Zechariah was fulfilling this dream of a lifetime, burning the incense and sending the prayers of the people up to God. When suddenly an angel of the Lord appeared to him in the temple. He was startled and gripped with fear in the face of this angel. And so the angel has to say to him what angels always seem to be saying, “Do not be afraid.”

Isn’t it interesting that here is a man of God, a priest no less. One that is described as faithful and blameless. His wife is the same way. He is an old man who never wavered or wondered away from the religious life of his calling. He finally gets the chance of a lifetime to enter the temple’s holiest area, and he encounters a messenger from God… and he’s surprised, startled, and scared! It’s almost like that’s the last thing he expected to happen to him while in this holy place. Even the faithful may grow dull in their expectations, however.

That’s just what happened to old Zechariah that day in the temple. God broke through, broke in, startled the unexpectant Zechariah and said, “Your prayer has been answered.” Could there have been anymore stunning news than that? The personal prayers of Zechariah and Elizabeth were about to be answered. They were going to have a son. Their shame cast off once and for all. Their hopes of carrying on the family name.

The corporate prayers of all Israel were being answered. Israel was going to receive a prophet who would turn the hearts of the people back to God.

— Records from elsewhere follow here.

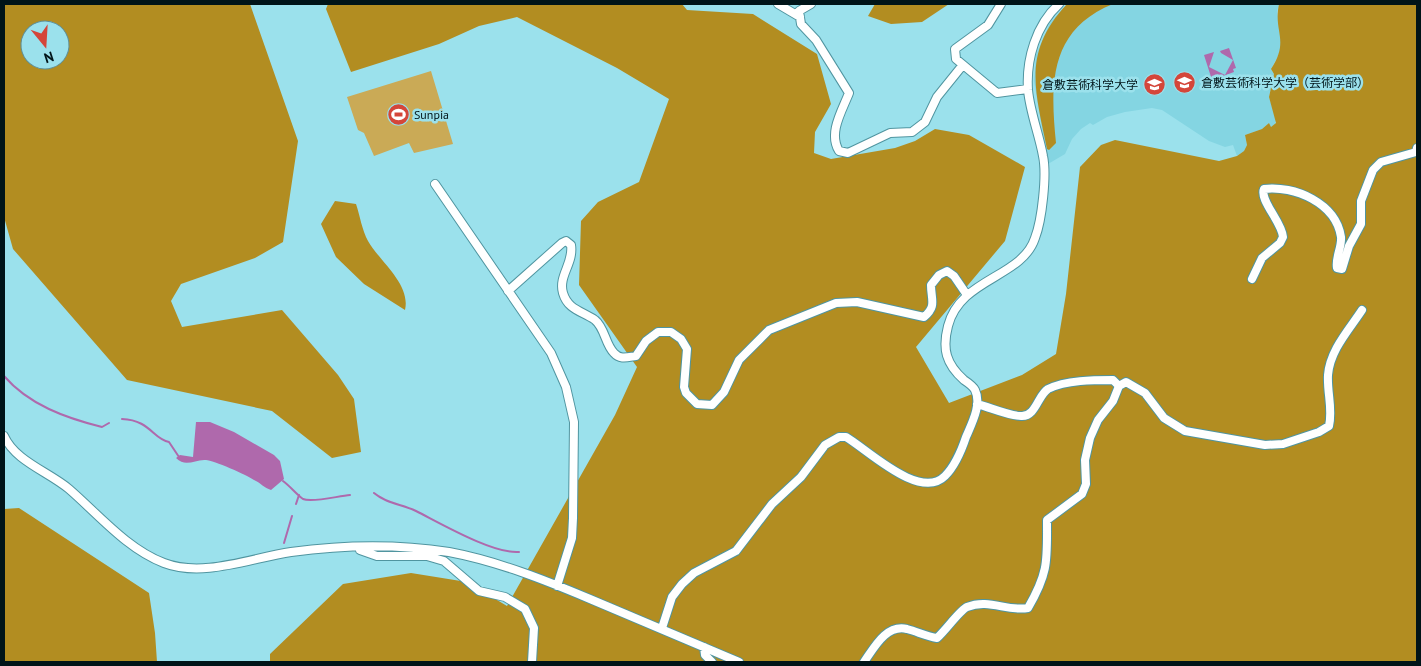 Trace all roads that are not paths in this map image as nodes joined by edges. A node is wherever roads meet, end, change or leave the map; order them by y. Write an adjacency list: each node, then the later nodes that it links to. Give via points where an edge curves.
1 (778, 4): 5 (street)
2 (811, 4): 5 (street, via 799,11)
3 (1001, 4): 6 (street, via 988,26 955,49 956,59)
4 (1059, 4): 7 (street, via 1046,20 1031,51)
5 (800, 17): 6 (street, via 801,24 816,40 849,93 834,136 839,151 848,153 890,133 912,132 925,122 937,97)
6 (962, 66): 7 (street, via 997,93)
7 (1028, 89): 12 (street, via 1045,179 1035,238 1028,253)
8 (1417, 148): 10 (street, via 1416,152 1381,162 1373,170 1361,201 1362,224 1348,246 1342,269 1336,264 1340,234 1327,209 1309,197 1274,188 1264,189 1263,196 1277,220 1282,237 1280,243 1262,258)
9 (435, 184): 11 (street)
10 (1252, 279)
11 (508, 291): 12 (street, via 566,242 571,245 573,254 561,283 569,306 595,320 614,354 621,358 636,356 646,340 658,332 671,332 681,339 687,350 684,387 691,400 703,405 718,399 739,360 769,330 836,303 857,302 924,317 934,304 931,285 939,275 948,271); 18 (street, via 551,353 566,387 574,422 572,538)
12 (967, 294): 15 (street, via 953,309 945,341 946,358 954,371 975,389)
13 (1362, 310): 14 (street, via 1340,340 1332,358 1328,374 1330,426 1283,444 1245,443 1185,431 1164,418 1145,393 1126,382)
14 (1119, 386): 15 (street, via 1113,380 1097,380 1054,387 1046,391 1030,414 1022,416); 24 (street, via 1090,438 1085,460 1086,484 1082,494 1047,520 1046,571 1028,608 1016,610 991,603 967,607 937,638 895,628 882,637)
15 (978, 404): 19 (street, via 962,447 944,477 930,483 904,477 846,437 825,445 801,476 772,504 736,551 694,572 682,584 672,597)
16 (4, 436): 17 (street, via 23,457 55,477 134,546 164,563 177,567 208,568 293,552)
17 (354, 548): 18 (street, via 450,552); 21 (street, via 377,556 427,556 444,561 479,591 505,597 526,609 534,628)
18 (557, 586): 19 (street)
19 (662, 628): 20 (street)
20 (704, 647): 22 (street); 23 (street)
21 (532, 662)
22 (712, 662)
23 (739, 662)
24 (864, 662)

It would be John who would prepare for the way for the Lord and make straight paths for him. Every valley would be filled and every mountain and hill made low. The crooked roads made straight and the rough places plain. And all mankind would see God’s salvation. The old man’s prayers were going to be answered.

The hopes and fears of all the years are met in this revelation of grace. It’s a reminder and lesson for Christmas past, present, and future to hold on to old prayers. Maintain hope in the midst of darkness. Keep hopeful expectations burning even when the dullness of years seems to cloud their light.

But in the presence of this good news, Zechariah just can’t bring himself to accept it at face value. Upon hearing the hope he responds, “How can I be sure of this? I am an old man and my wife is well along in years.” He wants a sign. He wants to be sure. Zechariah asks, “How can I be sure of this?” He’s not seeking an explanation. He’s seeking evidence. I want to be sure. I want to be certain. Give me more evidence. Which, of course, the angel did by shutting his mouth for the next 9 months until John was born.

And so it came to pass. Three months before the birth of Christ to a virgin, came the birth of John his cousin to a mother “well along in years.” Elizabeth simple said, “The Lord has done this for me. In these days he has shown his favor and taken away my disgrace among the people.” God did it. Not when Zechariah and Elizabeth thought he would do it. In fact, it’s quite likely they never thought such a wonderful thing would happen. They had resigned themselves to go faithfully to the grave barren, ashamed, yet upright in the sight of God. But God did it in his time.

And so the call for you and me is to keep the flame of hopeful expectations burning. Enter into the presence of God when it’s God’s time for us to come. In the midst of our long years of uprightness and keeping the Lord’s commands blamelessly, we keep expecting God to do God-like things.